§ **INSTRUCTIONS TO FOLLOW**
Wherever the word "Circunvalación" appears in a line of the data, that line should be copied.

INFORMATION GIVEN START

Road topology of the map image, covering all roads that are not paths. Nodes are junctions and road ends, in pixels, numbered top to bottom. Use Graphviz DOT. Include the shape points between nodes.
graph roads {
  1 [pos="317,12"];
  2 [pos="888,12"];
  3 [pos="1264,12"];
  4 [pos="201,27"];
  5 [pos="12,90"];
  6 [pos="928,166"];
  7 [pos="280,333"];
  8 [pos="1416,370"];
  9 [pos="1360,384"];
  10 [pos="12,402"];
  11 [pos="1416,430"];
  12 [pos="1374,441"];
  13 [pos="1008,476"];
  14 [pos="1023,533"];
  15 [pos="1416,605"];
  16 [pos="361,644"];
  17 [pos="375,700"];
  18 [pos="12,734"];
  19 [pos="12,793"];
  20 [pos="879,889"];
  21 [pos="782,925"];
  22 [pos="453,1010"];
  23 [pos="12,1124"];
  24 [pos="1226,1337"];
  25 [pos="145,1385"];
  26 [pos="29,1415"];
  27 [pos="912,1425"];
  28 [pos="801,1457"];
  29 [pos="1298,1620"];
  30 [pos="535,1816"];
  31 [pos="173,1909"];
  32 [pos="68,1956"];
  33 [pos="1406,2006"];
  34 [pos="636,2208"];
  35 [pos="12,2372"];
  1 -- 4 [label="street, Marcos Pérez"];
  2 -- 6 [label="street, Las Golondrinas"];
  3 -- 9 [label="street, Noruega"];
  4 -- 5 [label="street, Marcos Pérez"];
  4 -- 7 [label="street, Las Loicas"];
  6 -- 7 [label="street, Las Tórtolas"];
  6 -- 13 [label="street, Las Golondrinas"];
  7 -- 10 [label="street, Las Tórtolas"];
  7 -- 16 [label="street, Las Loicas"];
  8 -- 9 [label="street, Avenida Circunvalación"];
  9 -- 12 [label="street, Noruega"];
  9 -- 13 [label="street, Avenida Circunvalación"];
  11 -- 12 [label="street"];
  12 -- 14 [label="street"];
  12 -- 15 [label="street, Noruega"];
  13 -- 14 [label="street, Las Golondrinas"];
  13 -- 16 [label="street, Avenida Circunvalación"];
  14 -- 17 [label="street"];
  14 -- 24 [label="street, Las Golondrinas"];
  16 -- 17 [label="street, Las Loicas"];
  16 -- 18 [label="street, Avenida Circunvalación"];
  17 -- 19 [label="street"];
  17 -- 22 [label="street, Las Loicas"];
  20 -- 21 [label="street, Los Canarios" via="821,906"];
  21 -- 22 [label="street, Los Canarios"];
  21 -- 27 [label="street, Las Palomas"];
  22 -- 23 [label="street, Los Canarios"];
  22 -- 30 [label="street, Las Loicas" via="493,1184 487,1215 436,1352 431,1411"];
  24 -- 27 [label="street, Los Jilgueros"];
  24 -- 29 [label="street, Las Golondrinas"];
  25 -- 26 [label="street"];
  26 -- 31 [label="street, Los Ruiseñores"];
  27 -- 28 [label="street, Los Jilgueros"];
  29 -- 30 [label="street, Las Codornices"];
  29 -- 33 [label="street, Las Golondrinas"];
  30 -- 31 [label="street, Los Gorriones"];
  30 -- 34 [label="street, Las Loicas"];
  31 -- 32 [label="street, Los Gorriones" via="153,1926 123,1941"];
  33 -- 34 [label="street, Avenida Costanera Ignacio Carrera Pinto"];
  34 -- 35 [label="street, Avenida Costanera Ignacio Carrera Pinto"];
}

INFORMATION GIVEN END

§ **SOLUTION TO THIS TASK**
  8 -- 9 [label="street, Avenida Circunvalación"];
  9 -- 13 [label="street, Avenida Circunvalación"];
  13 -- 16 [label="street, Avenida Circunvalación"];
  16 -- 18 [label="street, Avenida Circunvalación"];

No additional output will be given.